真面目な堀口君の口から出た言葉だとは、信じられなかった。

一週間、二週間、と経つうちに、ポッチャリしていた堀口君の顔は、日増しにやつれて行った。

看護師たちの説得にも、全く耳を貸そうとはしなかった。

彼の頬は、すっかりこけてしまった。

しかし、閉鎖病棟の影の主である、鈴木圭吾さんの説得により、やっと堀口君は、食事を摂る様になった。

何はともあれ、一安心である。

真面目で内気な堀口君にとって、精一杯の抵抗であったのであろう。

これでまた閉鎖病棟に、平穏で安らかな日々が、戻ってくると僕は思った。

しかし、この希望的観測は裏切られることになった。

堀口君は、またしても反乱を起こした。

堀口君は、そう簡単には外の世界に出られないことを知ると、看護師長の林修さんに、こう訴えた。
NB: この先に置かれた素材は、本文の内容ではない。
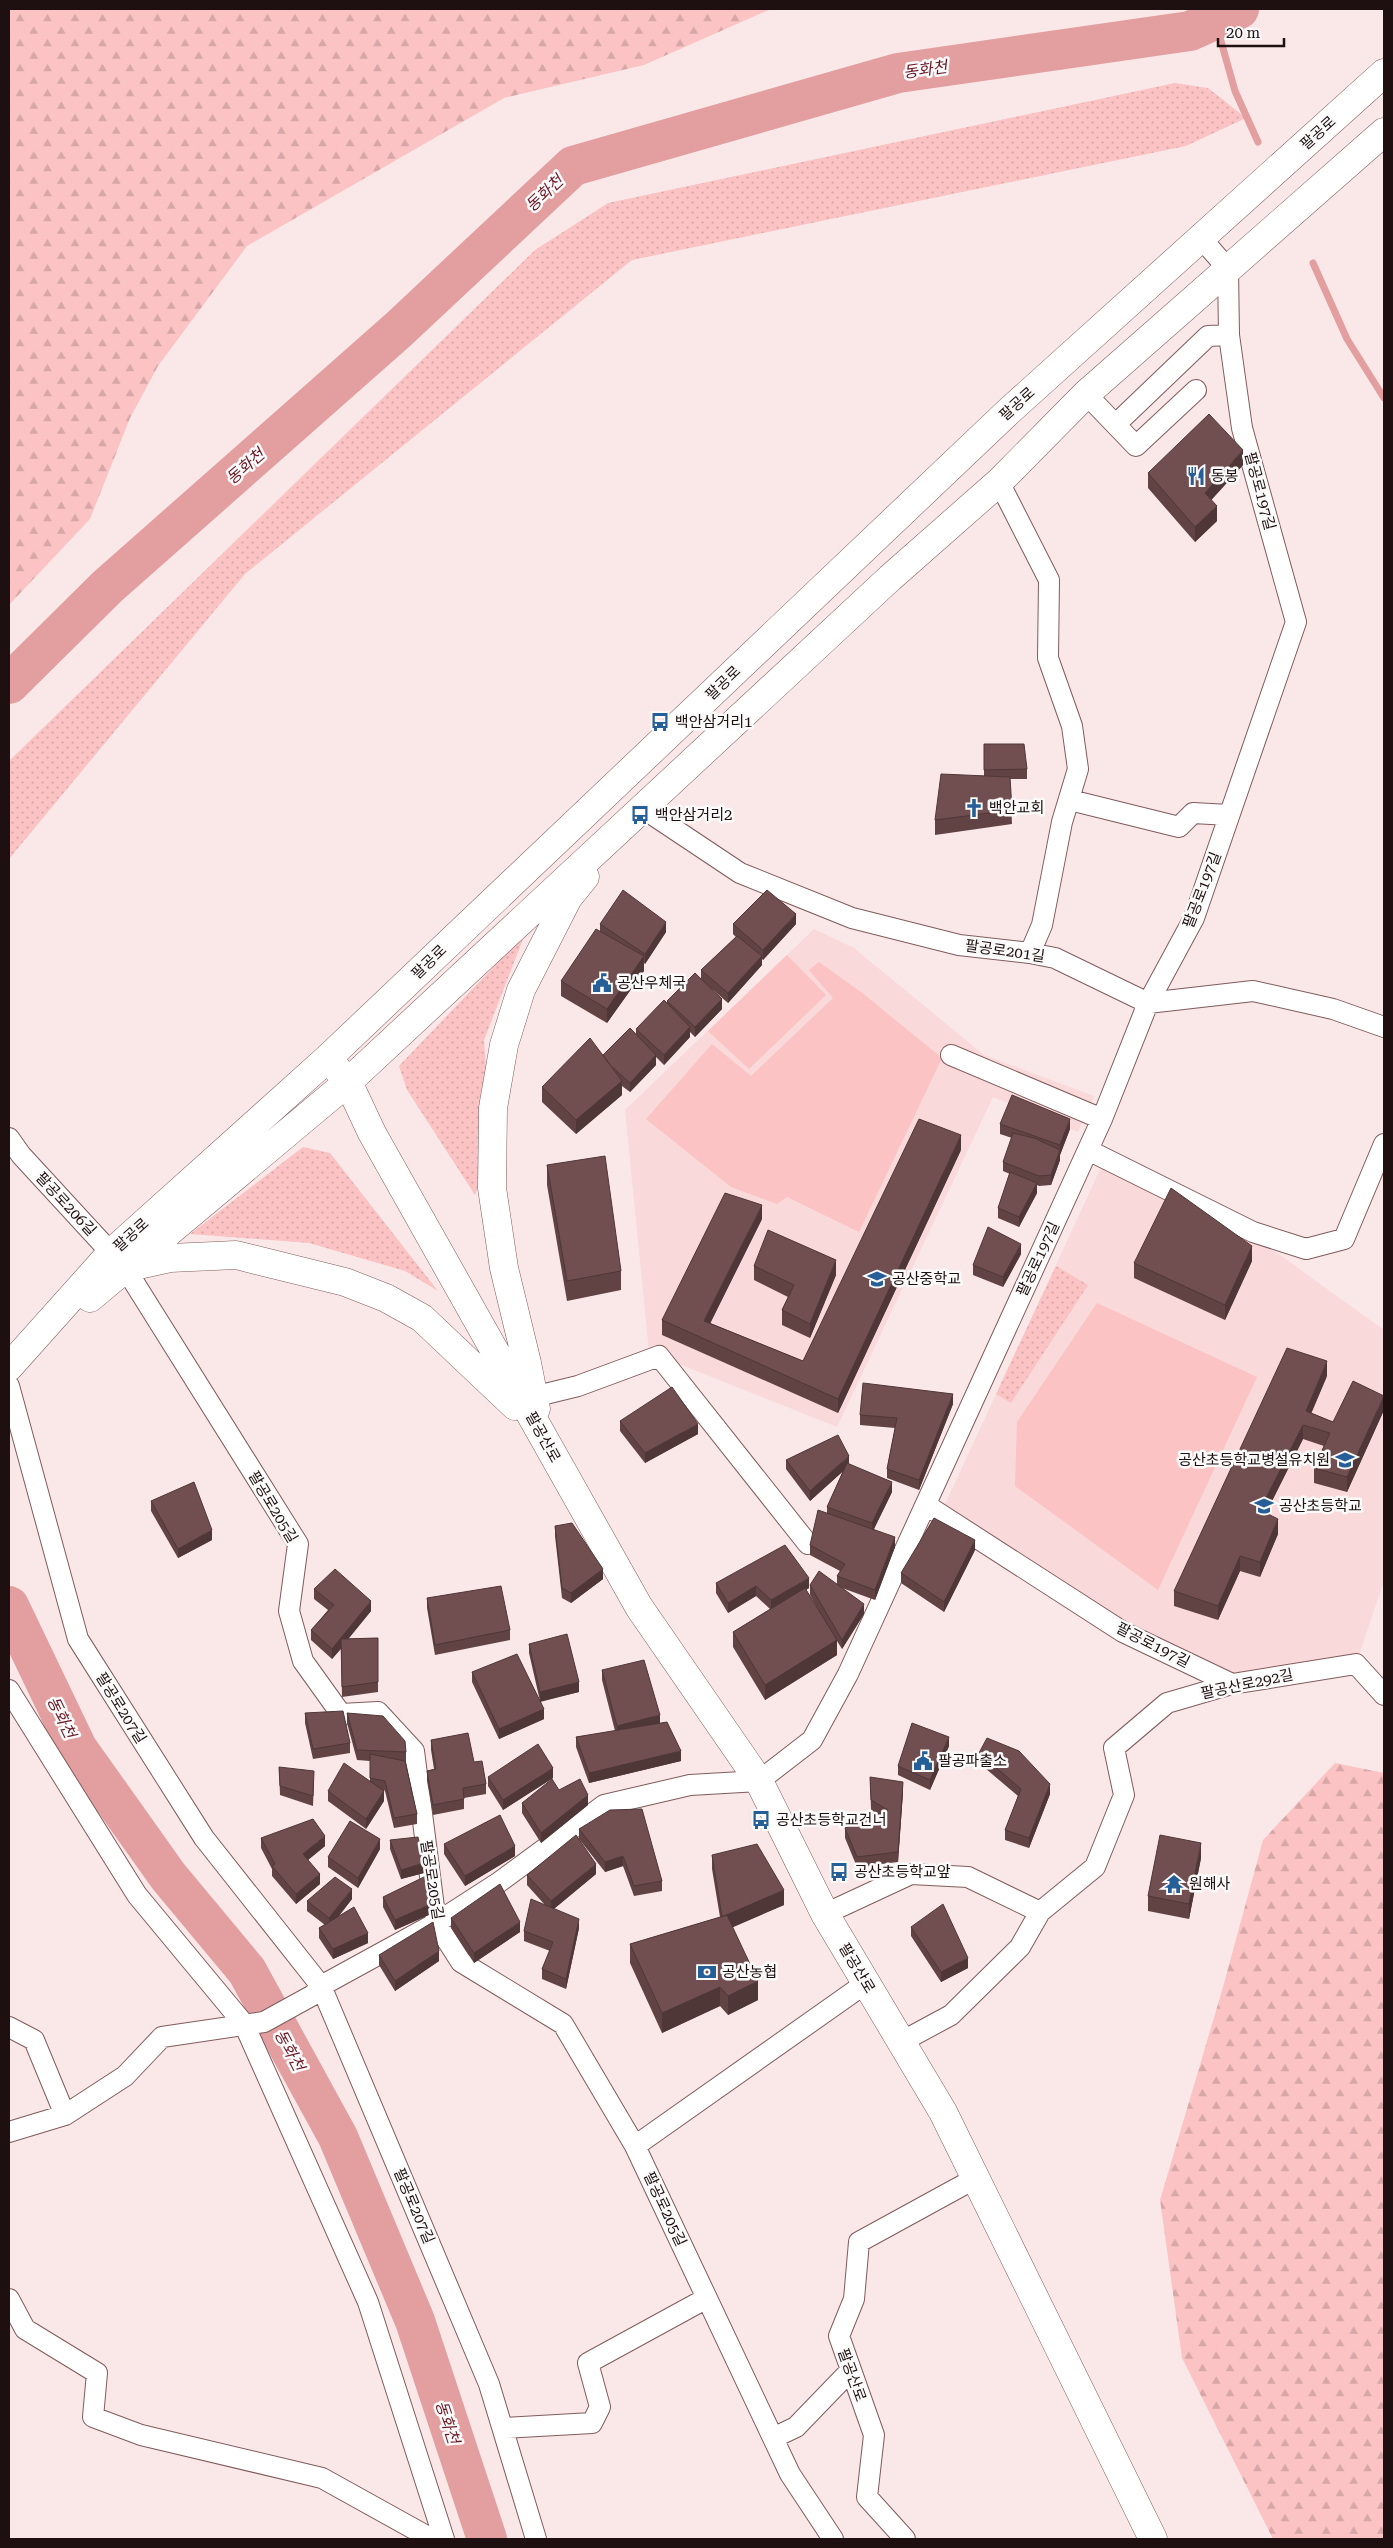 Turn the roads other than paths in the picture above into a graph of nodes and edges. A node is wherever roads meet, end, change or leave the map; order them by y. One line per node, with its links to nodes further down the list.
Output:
1 (1384, 73): 3 (main road, 팔공로)
2 (1384, 132): 4 (main road, 팔공로)
3 (1201, 238): 4 (street); 17 (main road, 팔공로)
4 (1228, 269): 5 (street, 팔공로197길); 7 (main road, 팔공로)
5 (1229, 335): 8 (street); 12 (street, 팔공로197길)
6 (1196, 390): 8 (street)
7 (1086, 394): 8 (street); 9 (main road, 팔공로)
8 (1116, 424)
9 (1000, 482): 10 (street); 11 (main road, 팔공로)
10 (1070, 800): 12 (street); 13 (street)
11 (641, 807): 13 (street, 팔공로201길); 18 (main road, 팔공로); 26 (main road)
12 (1230, 815): 14 (street, 팔공로197길)
13 (1030, 953): 14 (street, 팔공로201길)
14 (1148, 1004): 15 (street); 19 (street, 팔공로197길)
15 (1384, 1027)
16 (951, 1055): 19 (street)
17 (328, 1058): 18 (main road, 팔공산로); 23 (main road, 팔공로)
18 (348, 1082): 23 (main road, 팔공로); 27 (main road, 팔공산로)
19 (1102, 1119): 22 (street, 팔공로197길)
20 (9, 1138): 23 (street, 팔공로206길)
21 (1384, 1144): 22 (street)
22 (1088, 1150): 28 (street, 팔공로197길)
23 (118, 1260): 24 (main road, 팔공로); 27 (main road); 36 (street, 팔공로205길)
24 (9, 1367)
25 (9, 1386): 38 (street, 팔공로207길)
26 (534, 1397): 27 (main road); 29 (street)
27 (539, 1430): 33 (main road, 팔공산로)
28 (926, 1505): 30 (street, 팔공로197길); 33 (street, 팔공로197길)
29 (808, 1544)
30 (1232, 1684): 32 (street, 팔공산로292길); 34 (street, 팔공산로292길)
31 (9, 1690): 39 (street)
32 (1384, 1695)
33 (759, 1781): 35 (main road, 팔공산로); 36 (street)
34 (1040, 1912): 35 (street); 41 (street, 팔공산로292길)
35 (825, 1914): 37 (main road, 팔공산로)
36 (436, 1923): 38 (street); 44 (street, 팔공로205길)
37 (866, 1983): 41 (main road, 팔공산로); 44 (street)
38 (317, 1990): 39 (street); 49 (street, 팔공로207길)
39 (254, 2023): 42 (street); 52 (street)
40 (9, 2027): 42 (street)
41 (901, 2042): 45 (main road, 팔공산로)
42 (65, 2115): 43 (street)
43 (9, 2132)
44 (635, 2146): 46 (street, 팔공로205길)
45 (976, 2178): 48 (street, 팔공산로); 56 (main road, 팔공산로)
46 (707, 2298): 49 (street); 50 (street, 팔공로205길)
47 (9, 2299): 51 (street)
48 (851, 2370): 50 (street); 55 (street, 팔공산로)
49 (503, 2428): 53 (street, 팔공로207길)
50 (773, 2438): 54 (street, 팔공로205길)
51 (432, 2539)
52 (444, 2539)
53 (536, 2539)
54 (834, 2539)
55 (905, 2539)
56 (1153, 2539) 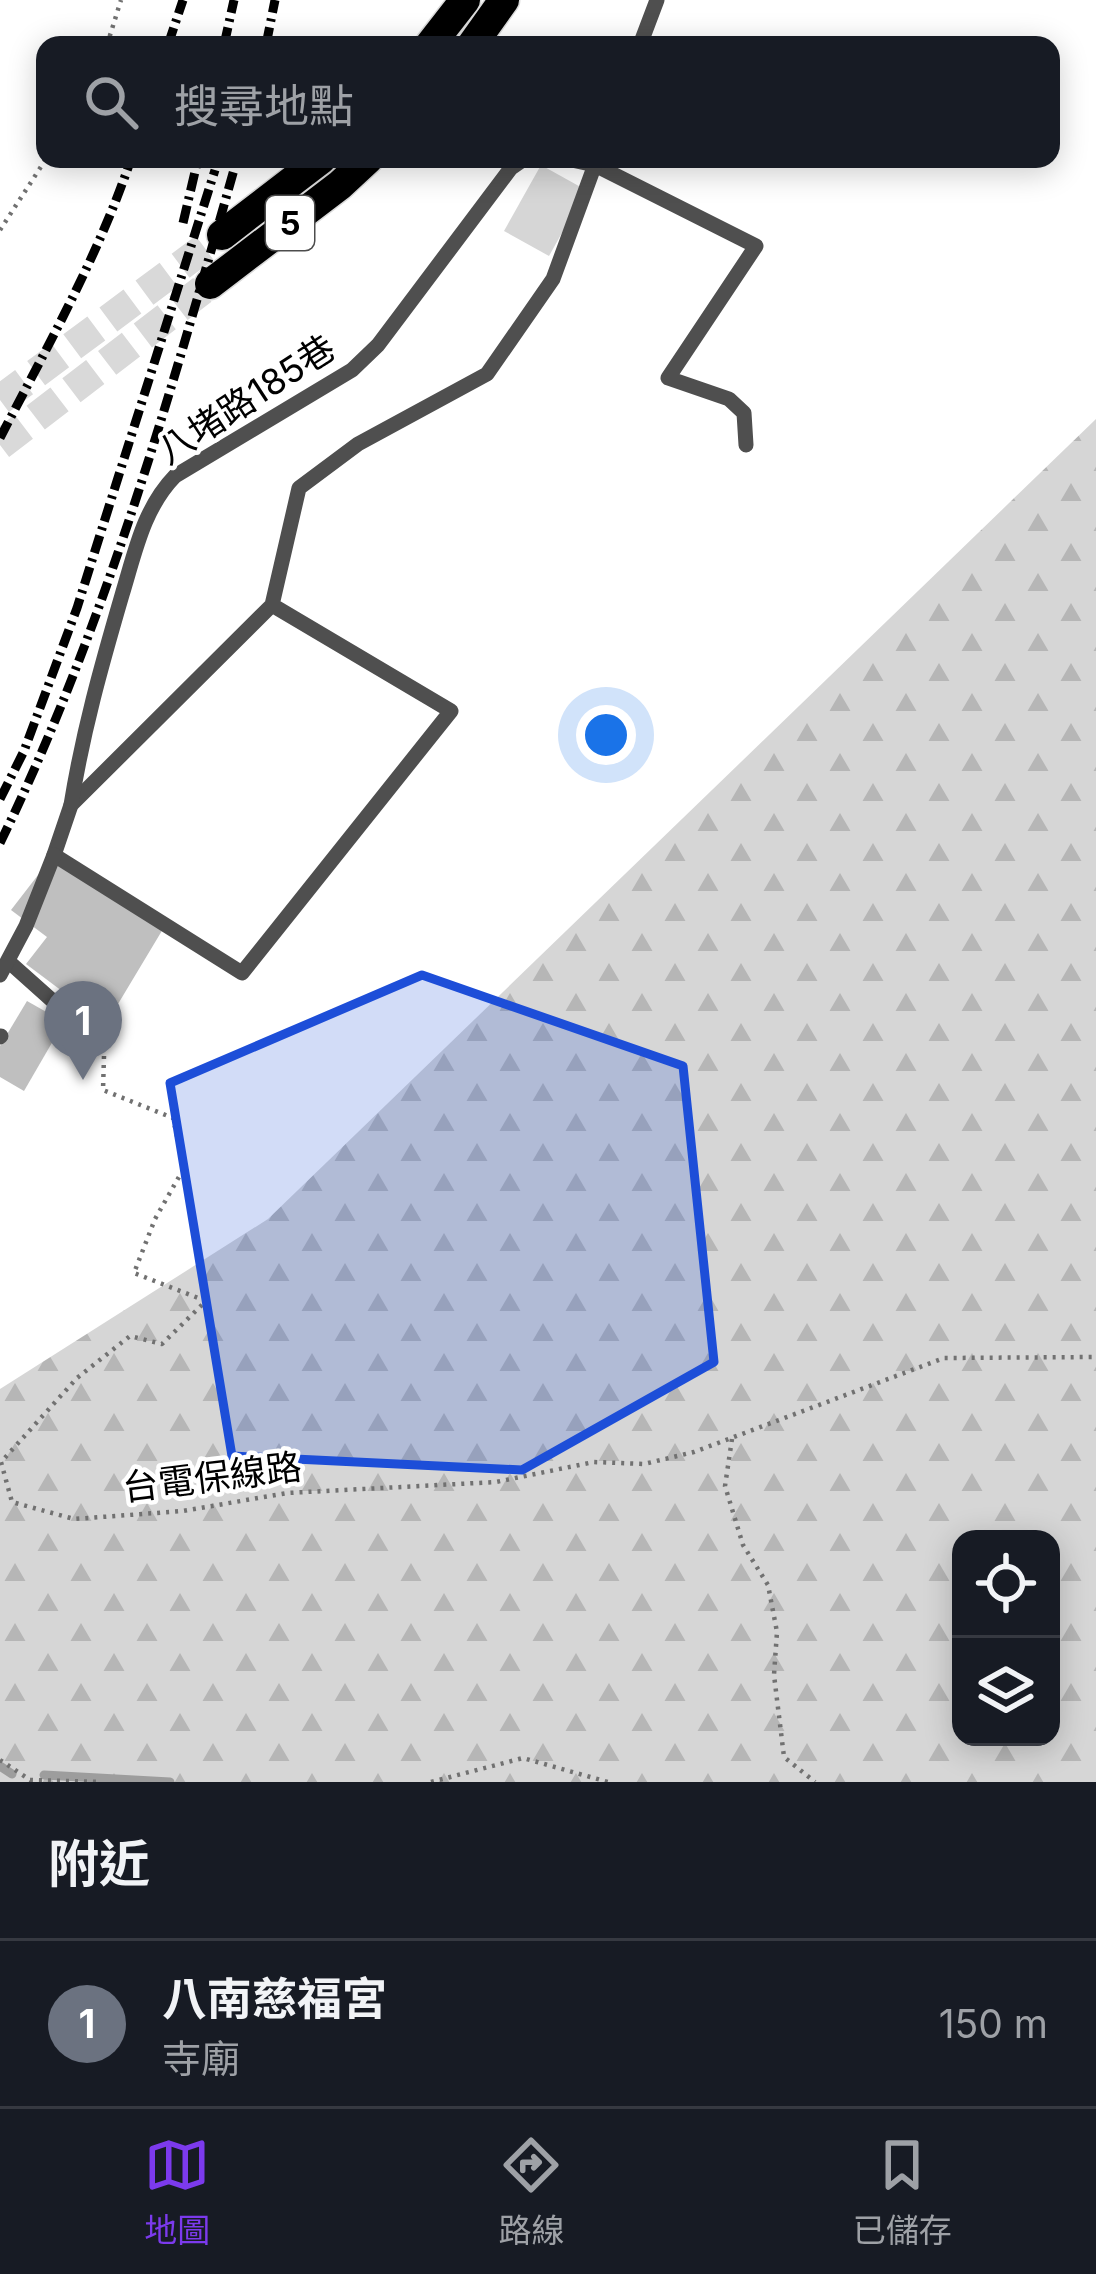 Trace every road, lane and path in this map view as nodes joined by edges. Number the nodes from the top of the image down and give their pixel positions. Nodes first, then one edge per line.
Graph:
1 (122, 0) edge
2 (465, 0) edge
3 (504, 0) edge
4 (657, 0) edge
5 (110, 36) edge
6 (437, 36) edge
7 (478, 36) edge
8 (643, 36) edge
9 (40, 168) edge
10 (309, 168) edge
11 (358, 168) edge
12 (511, 168) edge
13 (594, 168) edge
14 (607, 168) edge
15 (0, 230) edge
16 (222, 235) tunnel mouth
17 (210, 284) tunnel mouth
18 (746, 445) dead end
19 (272, 605) junction
20 (71, 806) junction
21 (54, 855) junction
22 (4, 968) edge
23 (92, 1036) joint
24 (1096, 1357) edge
25 (734, 1437) junction
26 (1, 1463) edge
27 (0, 1760) edge
28 (100, 1782) edge
29 (431, 1782) edge
30 (608, 1782) edge
31 (815, 1782) edge

1 - 5 path
2 - 6 main road
3 - 7 main road
4 - 8 lane
9 - 15 path
10 - 16 main road, 5
11 - 17 main road, 5
12 - 20 lane, 八堵路185巷
13 - 19 lane
14 - 18 lane
19 - 20 lane, 八堵路185巷
19 - 21 lane
20 - 21 lane, 八堵路185巷
21 - 22 lane, 八堵路185巷
22 - 23 lane
23 - 26 path, 台電保線路
24 - 25 path, 台電保線路
25 - 26 path, 台電保線路
25 - 31 path
27 - 28 path
29 - 30 path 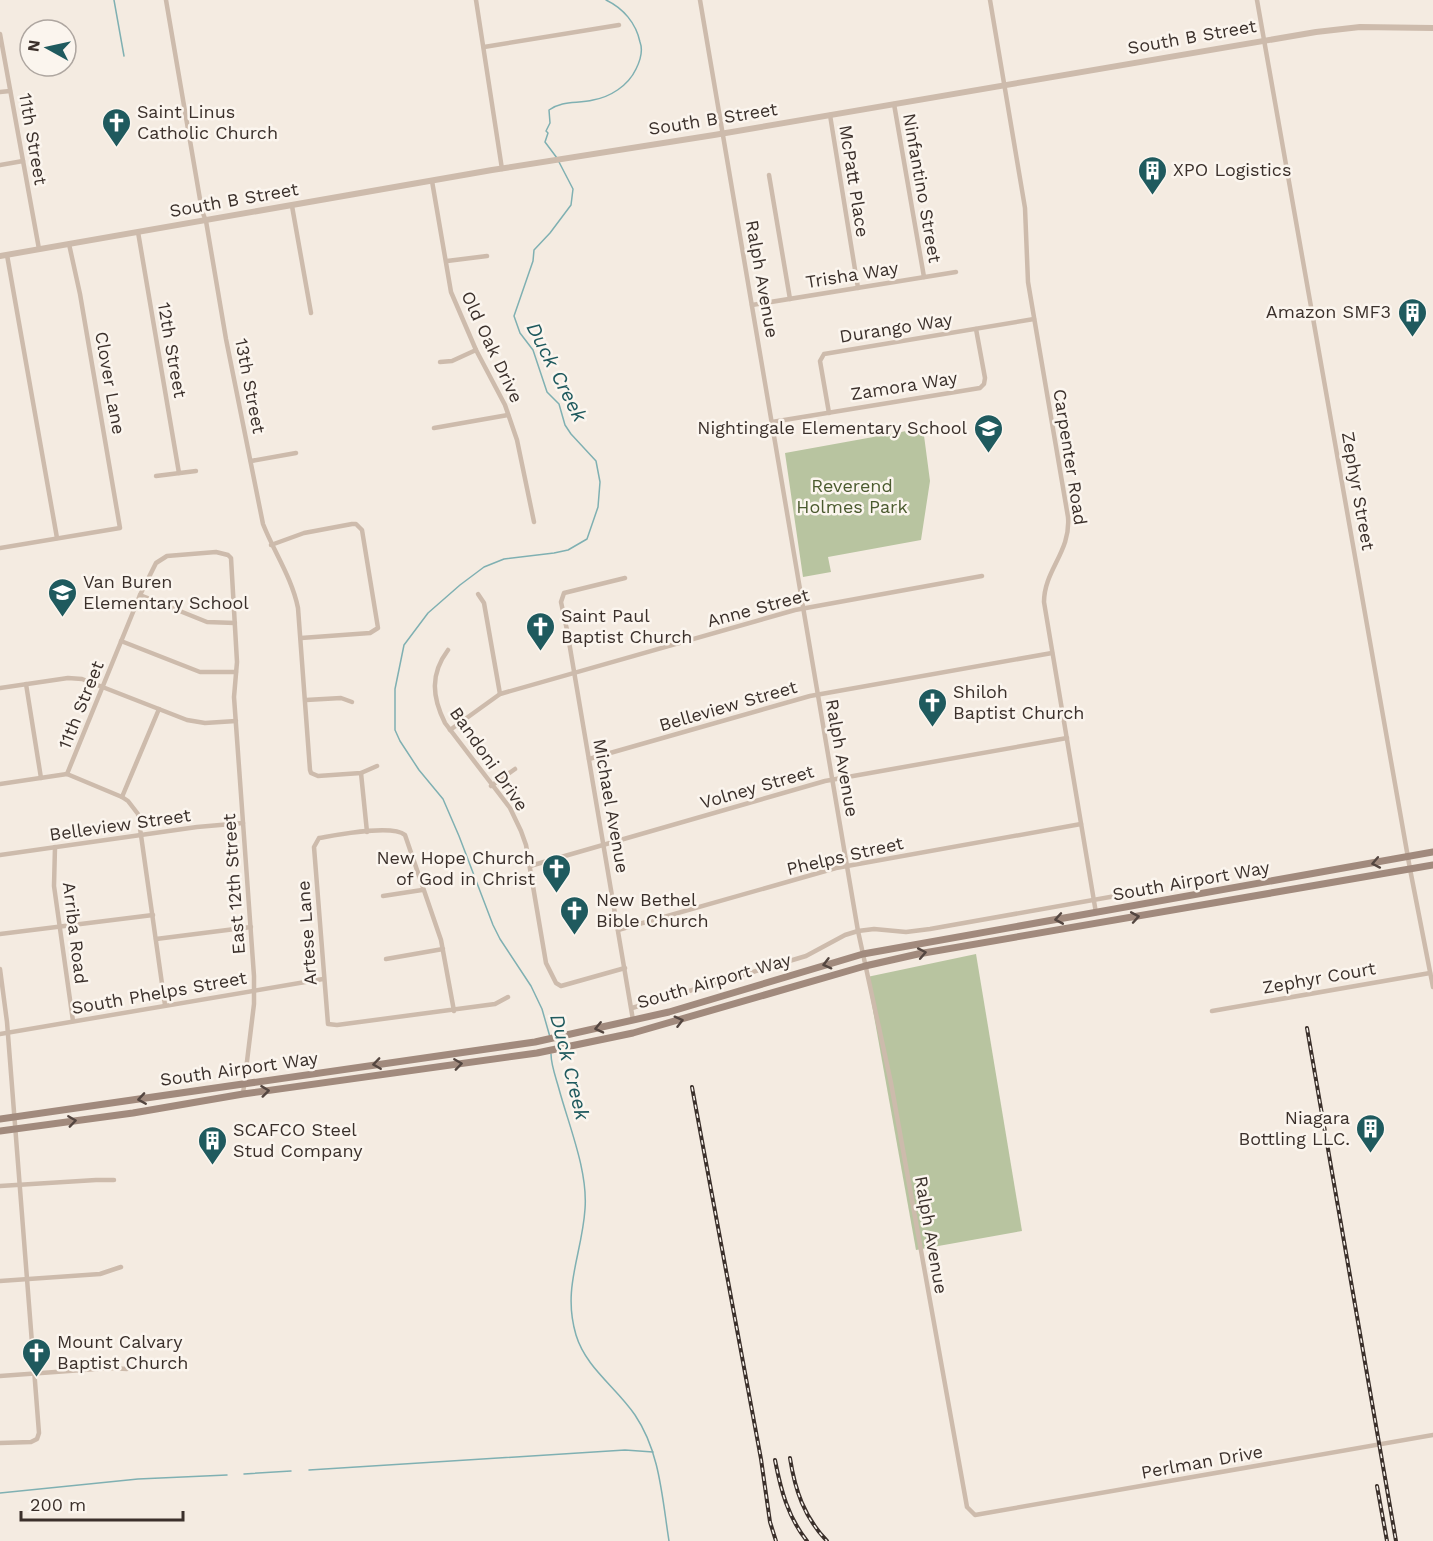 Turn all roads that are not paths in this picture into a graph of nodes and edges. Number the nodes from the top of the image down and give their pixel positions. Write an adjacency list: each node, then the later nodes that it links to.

「僕を今すぐ退院させろ!さもないと弁護士を雇って、この病院を訴えるぞ!今すぐ、この旨を院長に伝えろ!」

林さんは困り切った表情を浮かべた。

「分かりました。堀口君の希望は、ちゃんと院長先生にお伝えしておきます。そんなに興奮しないで下さい」

この日以来堀口君は、病棟内で林看護師長を見つけると、しつこく付きまとい、院長先生に自分の退院の件を、伝えたのかと問い詰め、仕事の邪魔をする様になった。

完全なる営業妨害である。

勉強している時の大人しい堀口君からは、想像も出来ない二重人格ぶりであった。

林さんに対して抗議するその姿は、常軌を逸した変人であった。

僕は自然と、堀口君と距離を置く様になっていった。